ZIP Locked: Zip Co Fights on as Trade Mark Tug-of-War Heads to the High Court

Firstmac’s long-running dispute with Zip Co over the word “ZIP” has taken another sharp turn—this time with Zip Co applying for special leave to appeal to the High Court.

At stake? Whether “honest concurrent use” under s 44(3) of the Trade Marks Act 1995 (Cth)—as invoked via s 122(1)(f) to establish a defence to infringement—is to be assessed through the eyes of the actual user, or must pass muster under an “honest and reasonable person” standard.

In other words: is honesty in the eye of the beholder, or the court?

A Quick Zip Through the Facts

Firstmac, a large non-bank lender, has owned the registered trade mark for “ZIP” in connection with loans since 2004. Zip Co, meanwhile, entered the scene in 2013 with its now-ubiquitous “buy now, pay later” service—branded under names like Zip Pay and Zip Money.

Zip Co’s defence to Firstmac’s infringement claim leaned heavily on “honest concurrent use”—essentially arguing that even if the marks are deceptively similar, the use was honest, longstanding, and concurrent, and would have justified registration in its own right.

At first instance, Justice Markovic bought that argument. But the Full Federal Court didn’t.

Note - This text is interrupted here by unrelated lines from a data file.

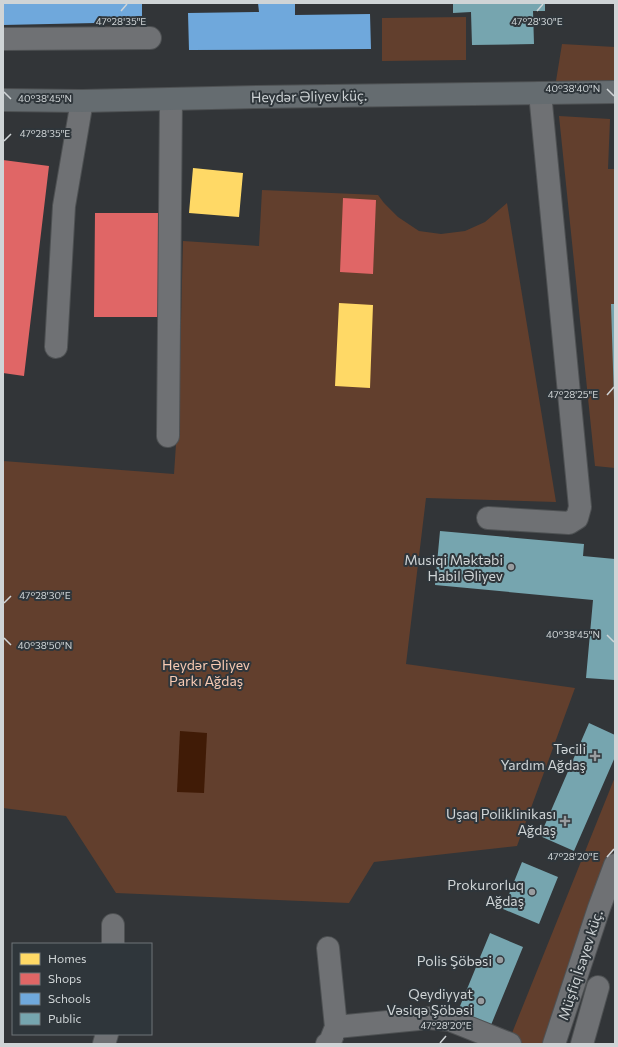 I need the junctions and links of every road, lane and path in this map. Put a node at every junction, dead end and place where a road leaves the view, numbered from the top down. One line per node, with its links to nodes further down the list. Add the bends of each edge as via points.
1 (150, 38): 2 (street)
2 (3, 39)
3 (615, 92): 4 (main road, Heydər Əliyev küç.)
4 (540, 93): 5 (main road, Heydər Əliyev küç.); 10 (street, via 580,507 577,518 569,523)
5 (171, 99): 7 (main road, Heydər Əliyev küç.); 9 (street)
6 (3, 100): 7 (main road, Heydər Əliyev küç.)
7 (82, 101): 8 (street, via 64,206)
8 (56, 347)
9 (168, 436)
10 (488, 518)
11 (615, 865): 14 (street, Müşfiq İsayev küç.)
12 (328, 948): 15 (street)
13 (607, 987): 14 (street); 18 (street)
14 (571, 989): 17 (street, Müşfiq İsayev küç.)
15 (332, 1035): 16 (street, via 428,1018 450,1020)
16 (510, 1044)
17 (554, 1044)
18 (582, 1044) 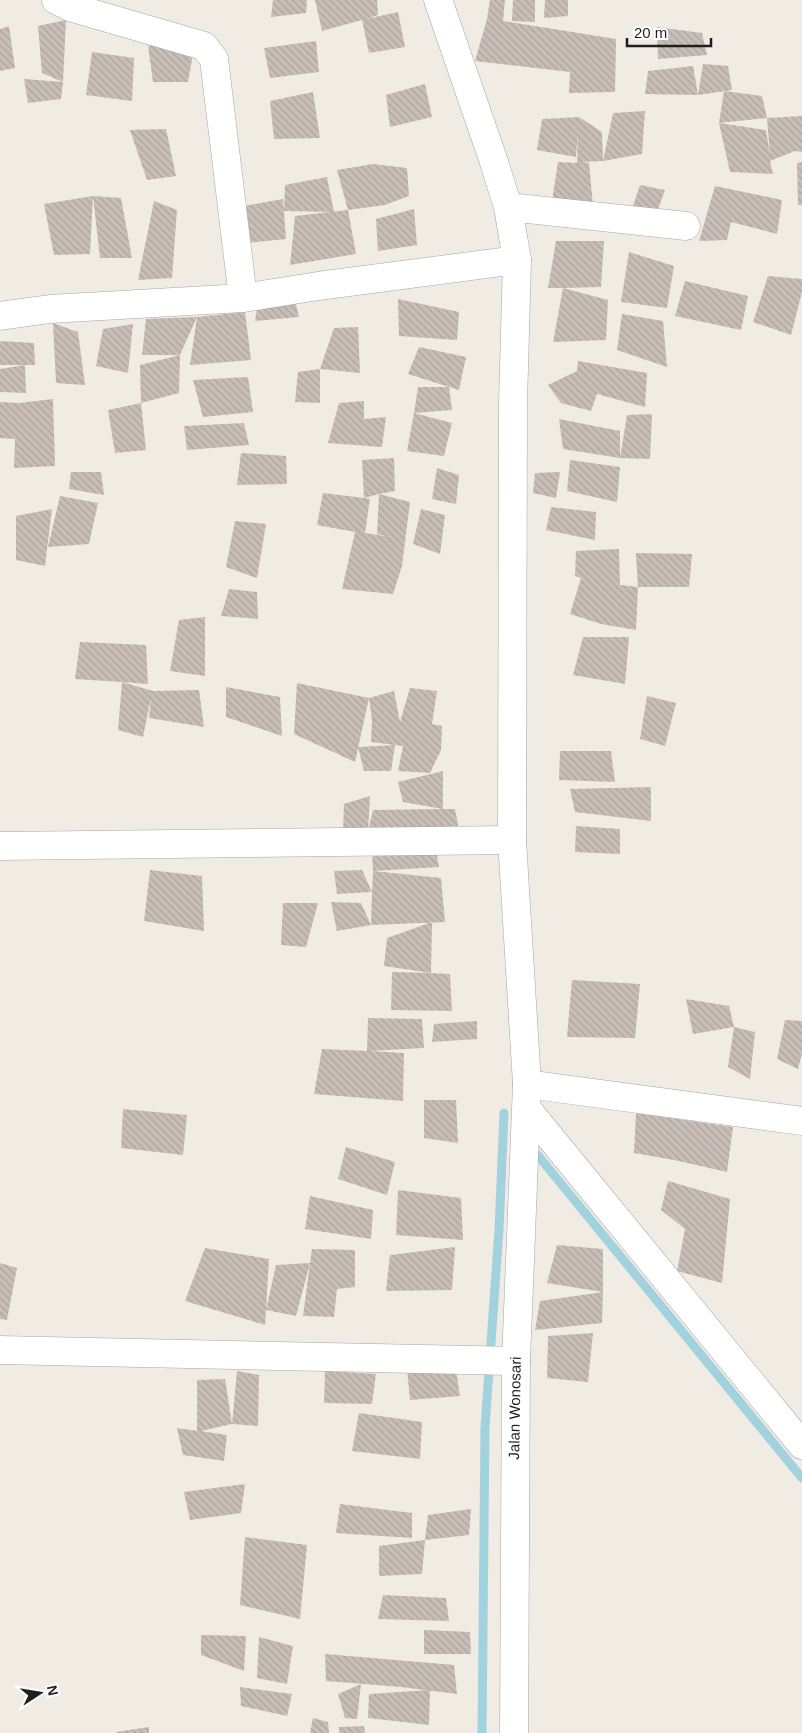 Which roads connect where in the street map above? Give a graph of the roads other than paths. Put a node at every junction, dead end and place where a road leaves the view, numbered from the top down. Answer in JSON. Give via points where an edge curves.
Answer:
{"nodes":[{"id":1,"x":56,"y":0,"type":"edge"},
{"id":2,"x":438,"y":0,"type":"edge"},
{"id":3,"x":508,"y":207,"type":"junction"},
{"id":4,"x":686,"y":226,"type":"dead end"},
{"id":5,"x":495,"y":264,"type":"junction"},
{"id":6,"x":243,"y":298,"type":"junction"},
{"id":7,"x":0,"y":316,"type":"edge"},
{"id":8,"x":512,"y":840,"type":"junction"},
{"id":9,"x":0,"y":846,"type":"edge"},
{"id":10,"x":526,"y":1117,"type":"junction"},
{"id":11,"x":802,"y":1121,"type":"edge"},
{"id":12,"x":0,"y":1350,"type":"edge"},
{"id":13,"x":496,"y":1361,"type":"junction"},
{"id":14,"x":802,"y":1445,"type":"edge"},
{"id":15,"x":514,"y":1733,"type":"edge"}],
"edges":[{"from":1,"to":6,"type":"street","via":[[70,7],[204,46],[214,58]]},
{"from":2,"to":3,"type":"street","name":"Jalan Wonosari"},
{"from":3,"to":4,"type":"street"},
{"from":3,"to":5,"type":"street","name":"Jalan Wonosari"},
{"from":5,"to":6,"type":"street"},
{"from":5,"to":8,"type":"street","name":"Jalan Wonosari","via":[[513,404]]},
{"from":6,"to":7,"type":"street","via":[[50,309]]},
{"from":8,"to":9,"type":"street"},
{"from":8,"to":10,"type":"street","name":"Jalan Wonosari"},
{"from":10,"to":11,"type":"street"},
{"from":10,"to":13,"type":"street","name":"Jalan Wonosari"},
{"from":10,"to":14,"type":"street"},
{"from":12,"to":13,"type":"street"},
{"from":13,"to":15,"type":"street","name":"Jalan Wonosari"}]}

The Appeal: A Matter of Perspective

In Firstmac Limited v Zip Co Limited [2025] FCAFC 30, the Full Federal Court (Perram, Katzmann and Bromwich JJ) reversed the primary decision and allowed Firstmac’s appeal. Critically, the Court held that the defences under section 122(1)(f) and (fa) had not been made out.

Why? Because Zip Co could not demonstrate that their use of the ZIP-formative marks (like “ZipMoney”) was honest—particularly after having received adverse examination reports in 2013 that expressly flagged Firstmac’s existing ZIP mark. Despite this, Zip Co forged ahead without legal advice, launching their branded services anyway.

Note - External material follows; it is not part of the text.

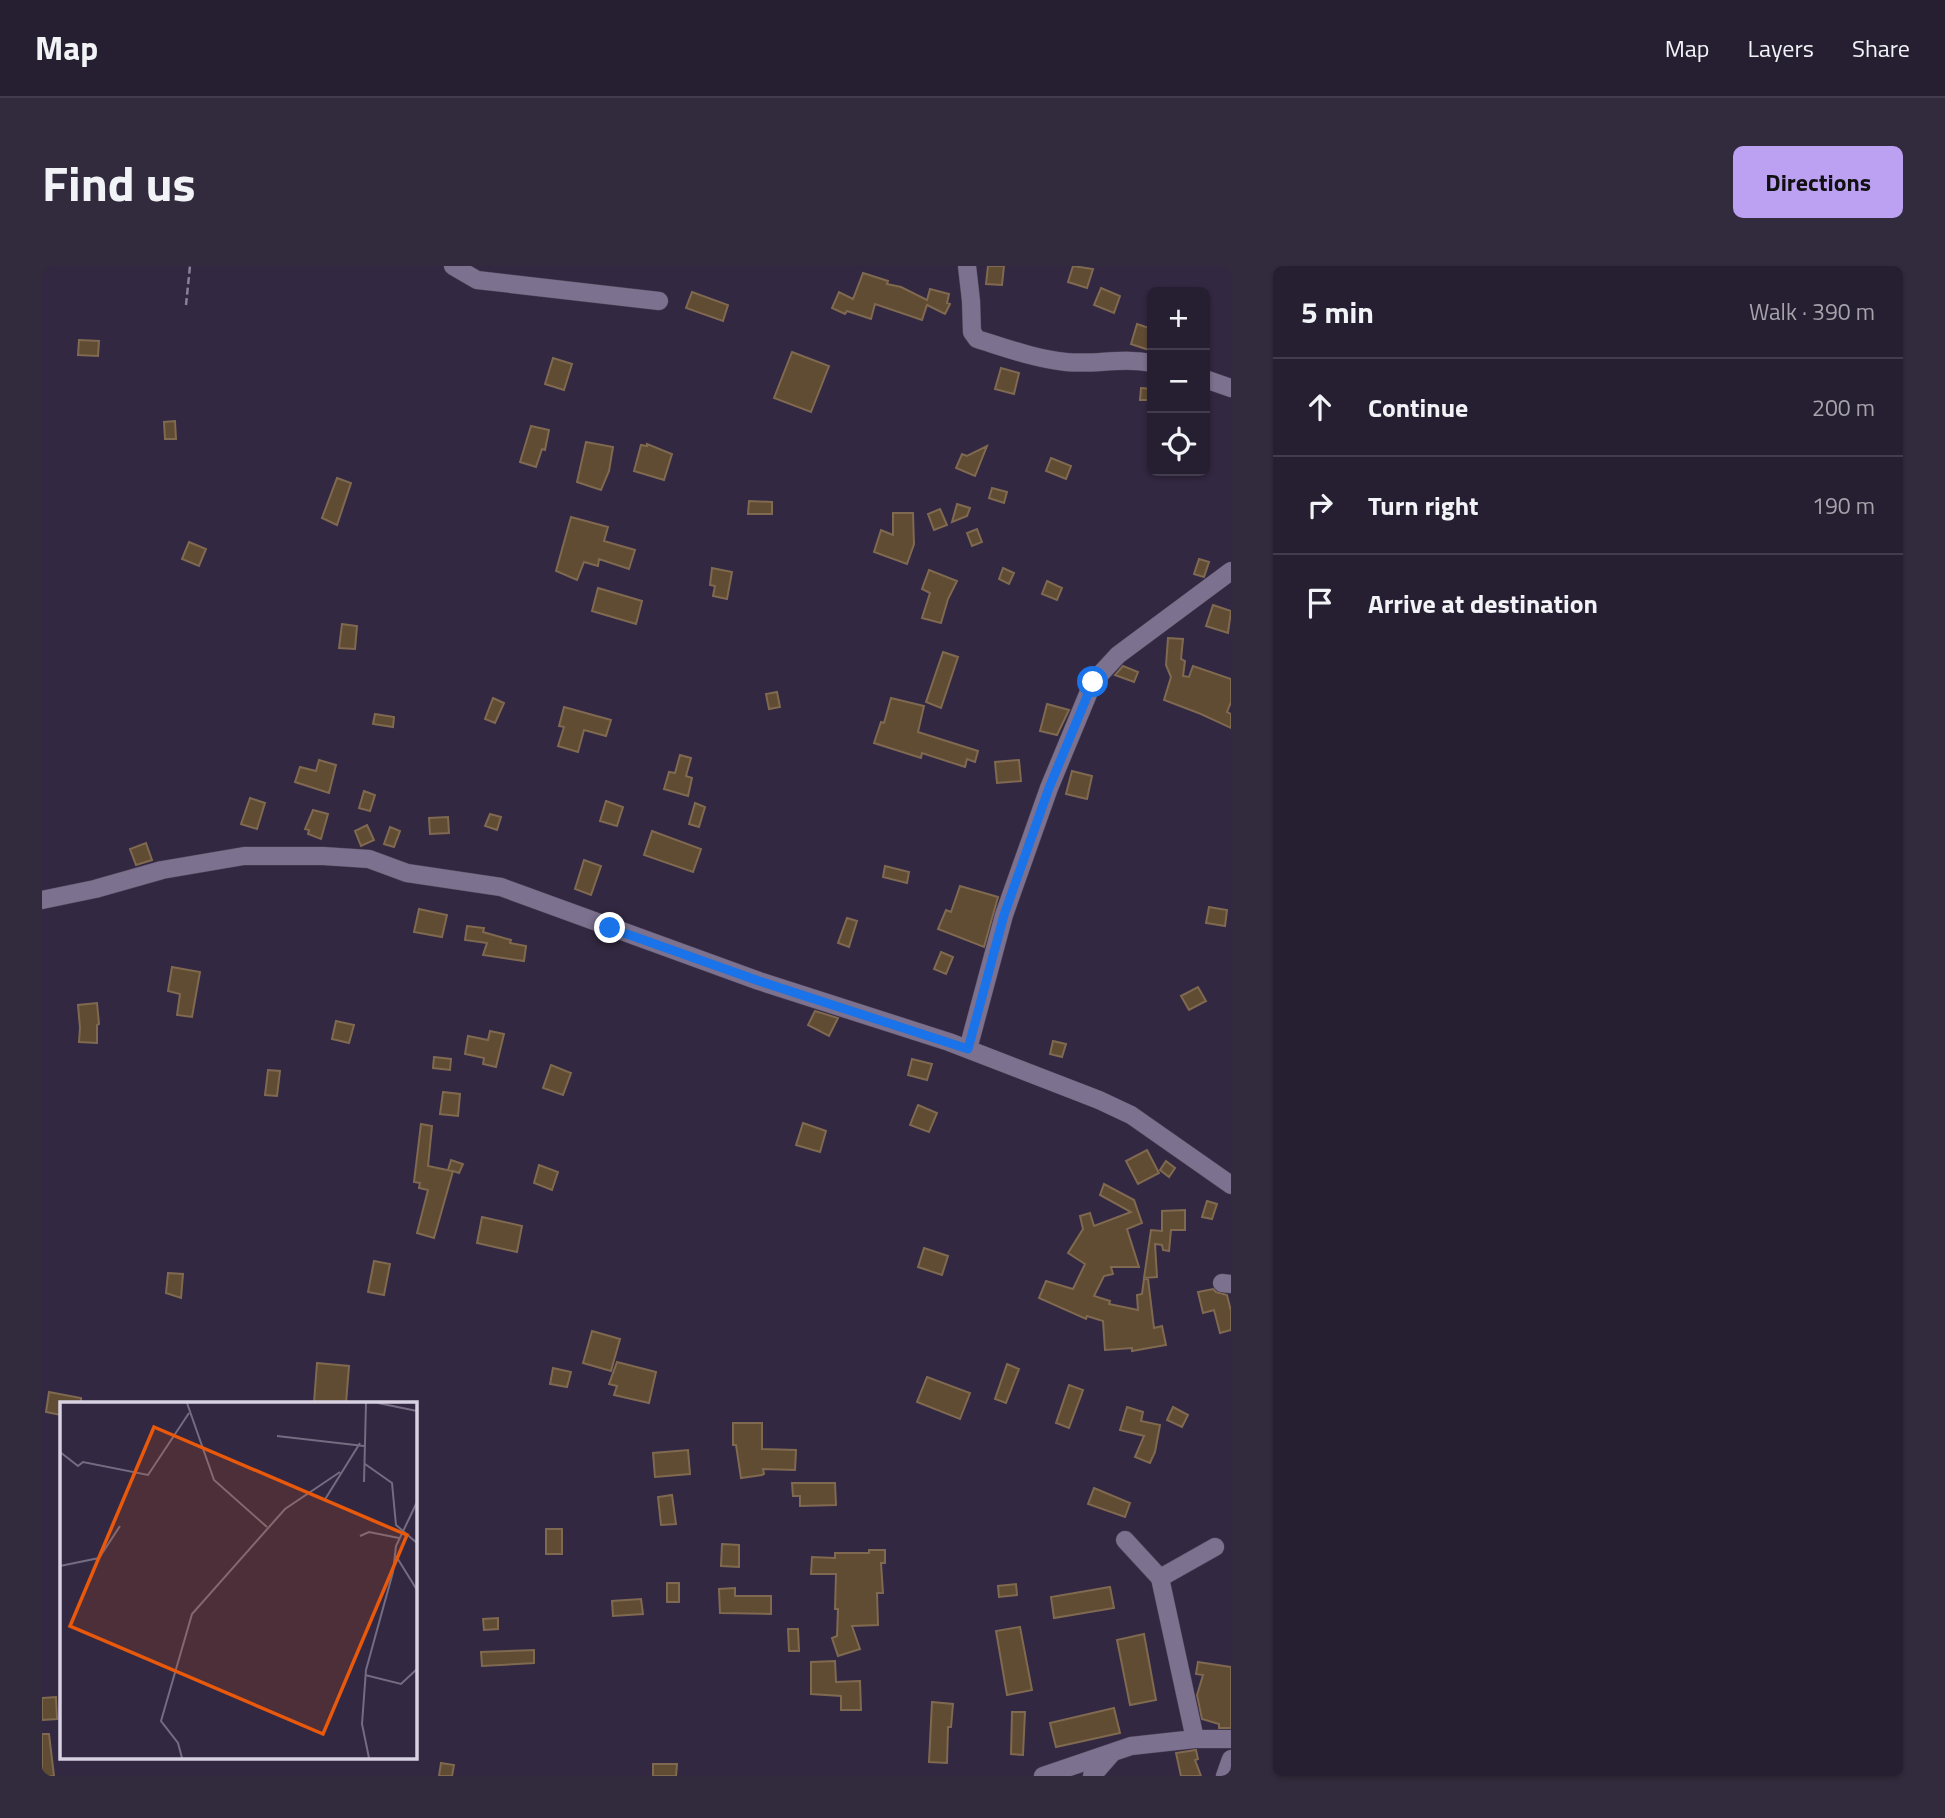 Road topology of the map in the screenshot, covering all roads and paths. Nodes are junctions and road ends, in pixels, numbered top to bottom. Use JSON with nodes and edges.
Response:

The Full Court accepted that “honest concurrent use” involves a subjective inquiry—but with an objective overlay. As Perram J put it, “[T]he concept of honest use is in terms of a subjective inquiry, [but] this Court has accepted that it has an objective element.” Users must act as an “honest and reasonable person” would in assessing whether they can use a mark. The failure to do so may be fatal to the defence—even if there’s no affirmative finding of dishonesty.

The High Court Question: Honesty, Who Decides?

Zip Co’s special leave application to the High Court squarely challenges the Full Federal Court’s insistence on an objective overlay. They argue that “honest” in “honest concurrent use” should be determined subjectively—based on the user’s actual state of mind at the time of use—not by importing a “reasonable person” test.

To support this, Zip Co draws a comparison with a different high-profile case: the Katy Perry trade mark dispute with Australian fashion designer Katie Taylor. In that case, the issue of honest belief in non-infringement was similarly coloured by the subjective intention of the user—though not necessarily determinative.

Whether the High Court will grant leave and ultimately refine the contours of the “honest concurrent use” defence remains to be seen. But the outcome could reshape the risk calculus for trade mark users who proceed in the shadow of prior marks—particularly in an era of increasing brand overlap and digital ubiquity.

Why It Matters

The appeal goes to the heart of trade mark enforcement in Australia: Should a trader’s actual state of mind be enough to excuse an infringing use — or must they also act with the caution and diligence of a reasonable person?

For now, the “honest concurrent use” defence remains a high bar. But if Zip Co gets its leave — and succeeds — the standard might shift from “reasonable conduct” to “honest intentions.” That would make “honesty” not just a defence, but a question of perspective.